■ Required action:
Using the data that follows, give again word for word the lines between the one holding "Trace all roads and paths in this" and the one holding "Digitize the connectivity", inclusive. Omit the pictures.
[Exercise materials — start]
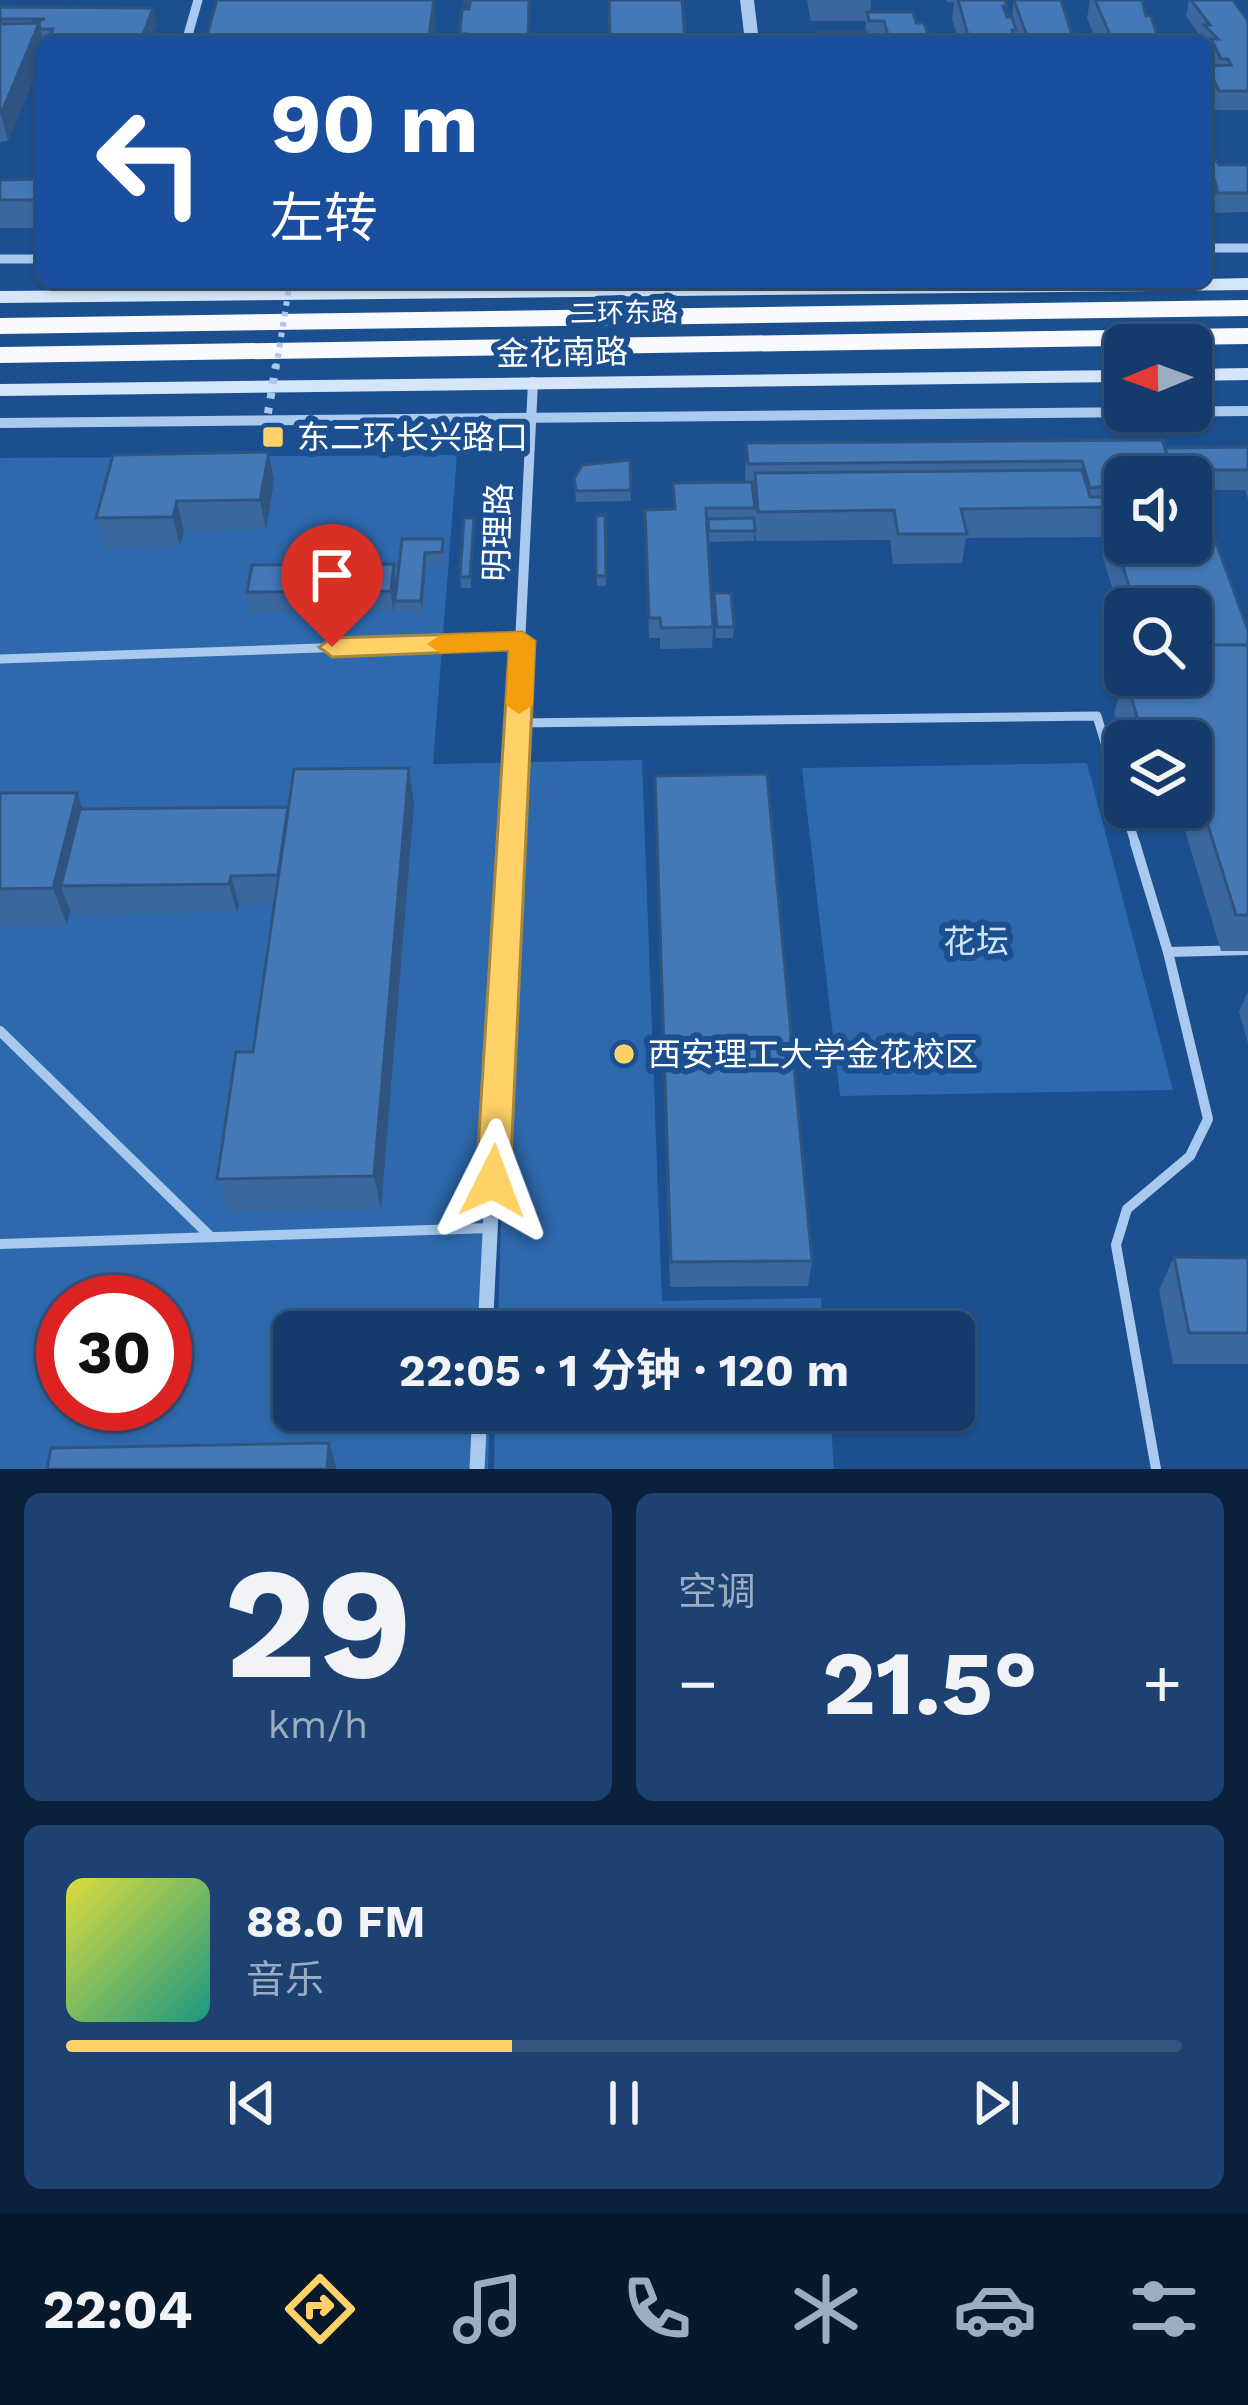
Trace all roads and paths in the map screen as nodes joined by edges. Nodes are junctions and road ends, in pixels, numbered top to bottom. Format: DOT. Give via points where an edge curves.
graph roads {
  1 [pos="198,0"];
  2 [pos="746,0"];
  3 [pos="188,36"];
  4 [pos="751,36"];
  5 [pos="1212,248"];
  6 [pos="1248,248"];
  7 [pos="0,259"];
  8 [pos="36,259"];
  9 [pos="1212,284"];
  10 [pos="1248,284"];
  11 [pos="289,288"];
  12 [pos="864,288"];
  13 [pos="0,297"];
  14 [pos="1248,308"];
  15 [pos="0,326"];
  16 [pos="585,331"];
  17 [pos="1248,336"];
  18 [pos="0,355"];
  19 [pos="1248,374"];
  20 [pos="1212,375"];
  21 [pos="1104,376"];
  22 [pos="533,382"];
  23 [pos="0,390"];
  24 [pos="1248,411"];
  25 [pos="532,418"];
  26 [pos="0,423"];
  27 [pos="263,443"];
  28 [pos="522,641"];
  29 [pos="0,659"];
  30 [pos="518,723"];
  31 [pos="1248,950"];
  32 [pos="1168,952"];
  33 [pos="0,1031"];
  34 [pos="490,1228"];
  35 [pos="211,1237"];
  36 [pos="0,1244"];
  37 [pos="486,1311"];
  38 [pos="479,1431"];
  39 [pos="477,1469"];
  40 [pos="1156,1469"];
  1 -- 3 [label="street"];
  2 -- 4 [label="street"];
  5 -- 6 [label="street"];
  7 -- 8 [label="street"];
  9 -- 10 [label="main road, 金花南路"];
  11 -- 27 [label="path, bridge"];
  12 -- 13 [label="main road, 金花南路"];
  14 -- 16 [label="highway, 二环东路"];
  15 -- 16 [label="highway, 二环东路"];
  16 -- 17 [label="highway, 二环东路"];
  16 -- 18 [label="highway, 二环东路"];
  19 -- 20 [label="main road"];
  21 -- 22 [label="main road, 金花南路"];
  22 -- 23 [label="main road, 金花南路"];
  22 -- 25 [label="street, 明理路"];
  24 -- 25 [label="street"];
  25 -- 26 [label="street"];
  25 -- 28 [label="street, 明理路"];
  28 -- 29 [label="lane"];
  28 -- 30 [label="street, 明理路"];
  30 -- 32 [label="lane" via="1096,716"];
  30 -- 34 [label="street, 明理路"];
  31 -- 32 [label="lane"];
  32 -- 40 [label="lane" via="1208,1119 1190,1156 1127,1209 1116,1245"];
  33 -- 35 [label="lane"];
  34 -- 35 [label="lane"];
  34 -- 37 [label="street, 明理路"];
  35 -- 36 [label="lane"];
  38 -- 39 [label="street"];
}
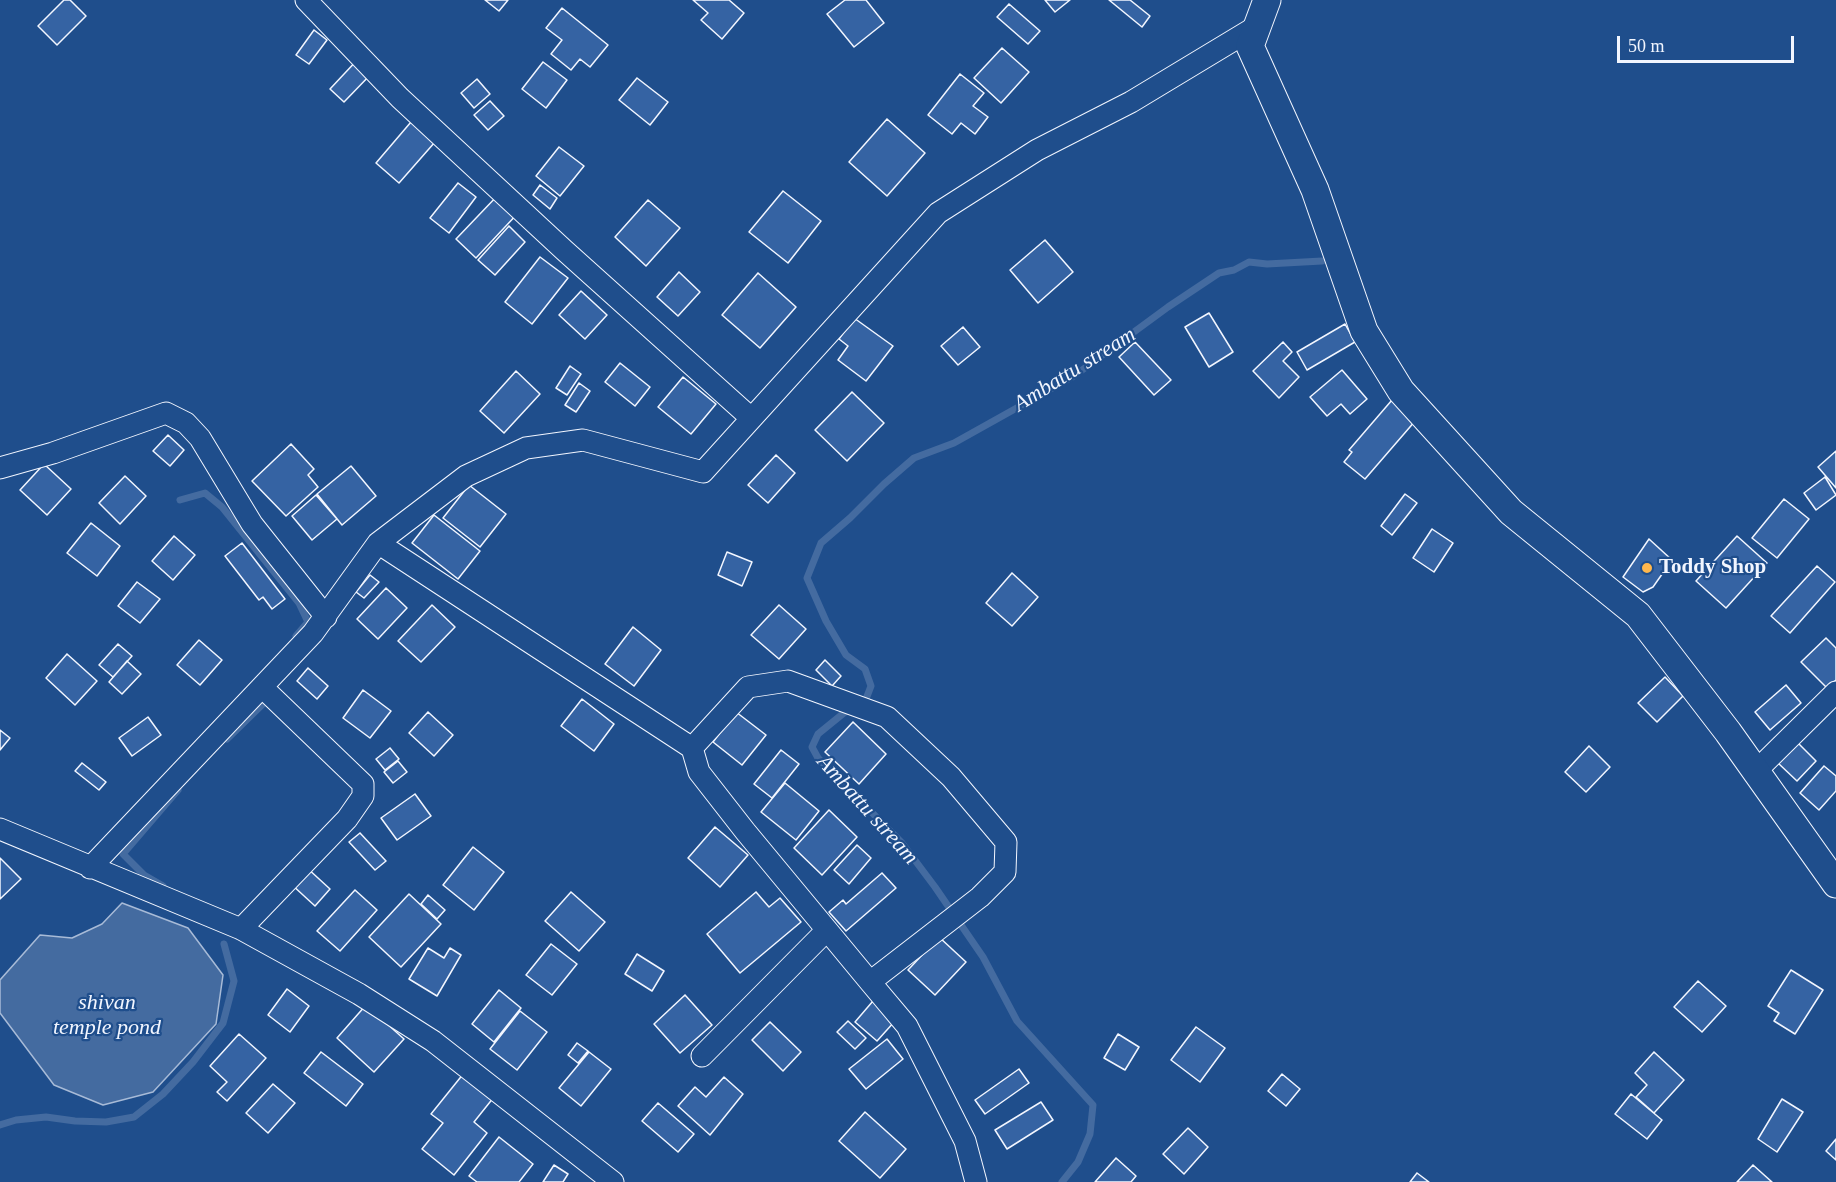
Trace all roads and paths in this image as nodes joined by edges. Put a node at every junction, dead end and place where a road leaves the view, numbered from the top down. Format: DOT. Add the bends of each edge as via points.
graph roads {
  1 [pos="306,0"];
  2 [pos="1267,0"];
  3 [pos="1257,26"];
  4 [pos="751,418"];
  5 [pos="0,468"];
  6 [pos="378,543"];
  7 [pos="326,617"];
  8 [pos="262,687"];
  9 [pos="1836,692"];
  10 [pos="692,748"];
  11 [pos="1756,771"];
  12 [pos="0,829"];
  13 [pos="90,868"];
  14 [pos="1836,884"];
  15 [pos="241,929"];
  16 [pos="827,930"];
  17 [pos="870,982"];
  18 [pos="702,1056"];
  19 [pos="613,1182"];
  20 [pos="976,1182"];
  1 -- 4 [label="street" via="400,98"];
  2 -- 3 [label="street"];
  3 -- 4 [label="street" via="1131,102 1037,150 938,213"];
  3 -- 11 [label="street" via="1250,46 1315,190 1364,332 1401,391 1511,512 1638,615"];
  4 -- 6 [label="street" via="703,472 583,440 526,448 466,476"];
  5 -- 7 [label="street" via="166,413 186,423 200,438 252,524"];
  6 -- 7 [label="street"];
  6 -- 10 [label="street"];
  7 -- 8 [label="street"];
  8 -- 13 [label="street"];
  8 -- 15 [label="street" via="363,784 363,796 347,819"];
  9 -- 11 [label="street"];
  10 -- 16 [label="street" via="699,772"];
  10 -- 17 [label="street" via="748,687 788,681 887,717 951,777 1006,842 1005,872 967,908"];
  11 -- 14 [label="street"];
  12 -- 13 [label="street"];
  13 -- 15 [label="street"];
  15 -- 19 [label="street" via="359,994 433,1041"];
  16 -- 17 [label="street"];
  16 -- 18 [label="street"];
  17 -- 20 [label="street" via="907,1026 965,1141"];
}
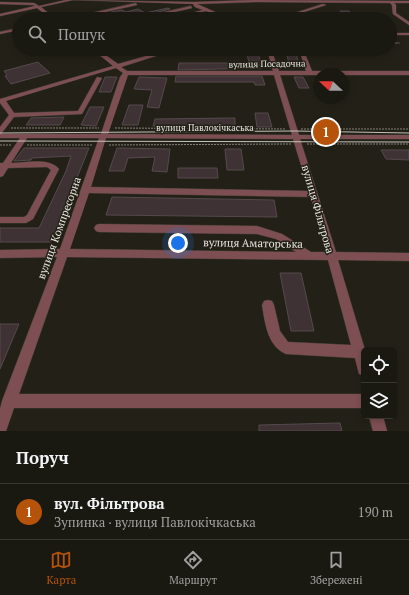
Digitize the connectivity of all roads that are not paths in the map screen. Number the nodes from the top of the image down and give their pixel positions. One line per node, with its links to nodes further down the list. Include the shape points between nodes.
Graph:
1 (71, 0): 12 (street)
2 (75, 0): 10 (street, via 125,0)
3 (154, 0): 10 (street)
4 (187, 0): 11 (street)
5 (0, 1): 12 (street, via 30,3)
6 (257, 1): 8 (street); 11 (street)
7 (390, 1): 8 (street); 9 (street); 20 (street)
8 (344, 2): 19 (street, via 326,4)
9 (409, 2)
10 (143, 3): 11 (street); 15 (street)
11 (195, 4): 13 (street); 16 (street)
12 (38, 7): 14 (street); 21 (street)
13 (207, 10): 17 (street); 18 (street)
14 (45, 12)
15 (100, 12)
16 (166, 12)
17 (199, 12)
18 (212, 12)
19 (300, 12)
20 (394, 12)
21 (0, 14)
22 (397, 15): 23 (street)
23 (409, 24)
24 (12, 30): 25 (street)
25 (0, 33)
26 (397, 34): 27 (street)
27 (409, 34)
28 (103, 56): 32 (street)
29 (151, 56): 32 (street)
30 (271, 56): 35 (street, вулиця Фільтрова)
31 (303, 56): 33 (street)
32 (117, 66): 34 (street); 38 (street)
33 (309, 72): 35 (street, вулиця Посадочна); 36 (street, вулиця Посадочна)
34 (126, 73): 35 (street, вулиця Посадочна); 43 (street, вулиця Компресорна)
35 (277, 73): 44 (street, вулиця Фільтрова)
36 (409, 73)
37 (99, 78): 39 (street, via 80,113)
38 (1, 100): 39 (street)
39 (12, 115): 40 (street)
40 (0, 132)
41 (0, 136): 42 (street, вулиця Павлокічкаська)
42 (25, 136): 43 (street, вулиця Павлокічкаська); 46 (street)
43 (104, 136): 44 (street, вулиця Павлокічкаська); 48 (street, вулиця Компресорна)
44 (297, 137): 45 (street, вулиця Павлокічкаська); 49 (street, вулиця Фільтрова)
45 (409, 137)
46 (2, 166): 47 (street); 50 (street, via 47,165 54,169 30,217 26,220)
47 (0, 174)
48 (86, 190): 49 (street); 52 (street, вулиця Компресорна)
49 (314, 194): 55 (street, вулиця Фільтрова)
50 (0, 220)
51 (99, 228): 54 (street, via 258,230 284,238)
52 (63, 253): 53 (street, вулиця Аматорська); 54 (street, вулиця Аматорська); 60 (street, вулиця Компресорна)
53 (0, 254)
54 (309, 256): 55 (street, вулиця Аматорська)
55 (332, 256): 56 (street, вулиця Аматорська); 58 (street, вулиця Фільтрова)
56 (409, 257)
57 (268, 305): 58 (street, via 275,337 286,348)
58 (360, 352): 59 (street, вулиця Фільтрова)
59 (361, 356)
60 (10, 401): 61 (street); 63 (street, вулиця Компресорна)
61 (361, 401)
62 (377, 419): 64 (street)
63 (0, 428)
64 (380, 431)

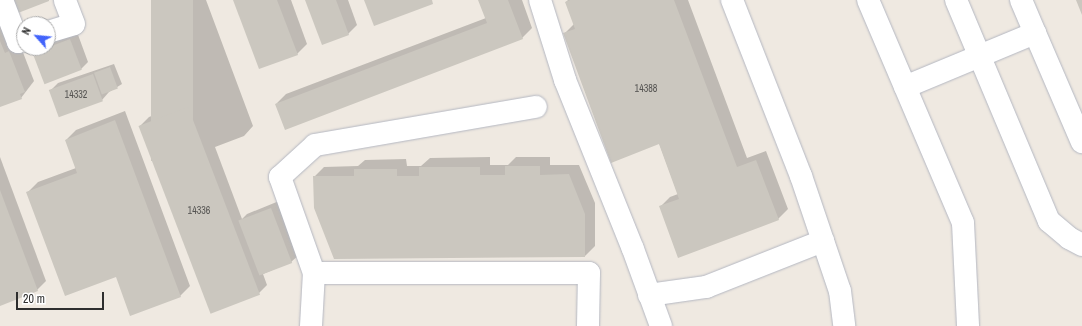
[Exercise materials — finish]
■ Output for this task:
Trace all roads and paths in this image as nodes joined by edges. Put a node at every junction, dead end and place where a road leaves the view, numbered from the top down. Format: DOT. Add the bends of each edge as via points.
graph roads {
  1 [pos="306,0"];
  2 [pos="1267,0"];
  3 [pos="1257,26"];
  4 [pos="751,418"];
  5 [pos="0,468"];
  6 [pos="378,543"];
  7 [pos="326,617"];
  8 [pos="262,687"];
  9 [pos="1836,692"];
  10 [pos="692,748"];
  11 [pos="1756,771"];
  12 [pos="0,829"];
  13 [pos="90,868"];
  14 [pos="1836,884"];
  15 [pos="241,929"];
  16 [pos="827,930"];
  17 [pos="870,982"];
  18 [pos="702,1056"];
  19 [pos="613,1182"];
  20 [pos="976,1182"];
  1 -- 4 [label="street" via="400,98"];
  2 -- 3 [label="street"];
  3 -- 4 [label="street" via="1131,102 1037,150 938,213"];
  3 -- 11 [label="street" via="1250,46 1315,190 1364,332 1401,391 1511,512 1638,615"];
  4 -- 6 [label="street" via="703,472 583,440 526,448 466,476"];
  5 -- 7 [label="street" via="166,413 186,423 200,438 252,524"];
  6 -- 7 [label="street"];
  6 -- 10 [label="street"];
  7 -- 8 [label="street"];
  8 -- 13 [label="street"];
  8 -- 15 [label="street" via="363,784 363,796 347,819"];
  9 -- 11 [label="street"];
  10 -- 16 [label="street" via="699,772"];
  10 -- 17 [label="street" via="748,687 788,681 887,717 951,777 1006,842 1005,872 967,908"];
  11 -- 14 [label="street"];
  12 -- 13 [label="street"];
  13 -- 15 [label="street"];
  15 -- 19 [label="street" via="359,994 433,1041"];
  16 -- 17 [label="street"];
  16 -- 18 [label="street"];
  17 -- 20 [label="street" via="907,1026 965,1141"];
}
Digitize the connectivity of all roads that are not paths in the map screen. Number the nodes from the top of the image down and give their pixel positions. One line per node, with its links to nodes further down the list. Include the shape points between nodes.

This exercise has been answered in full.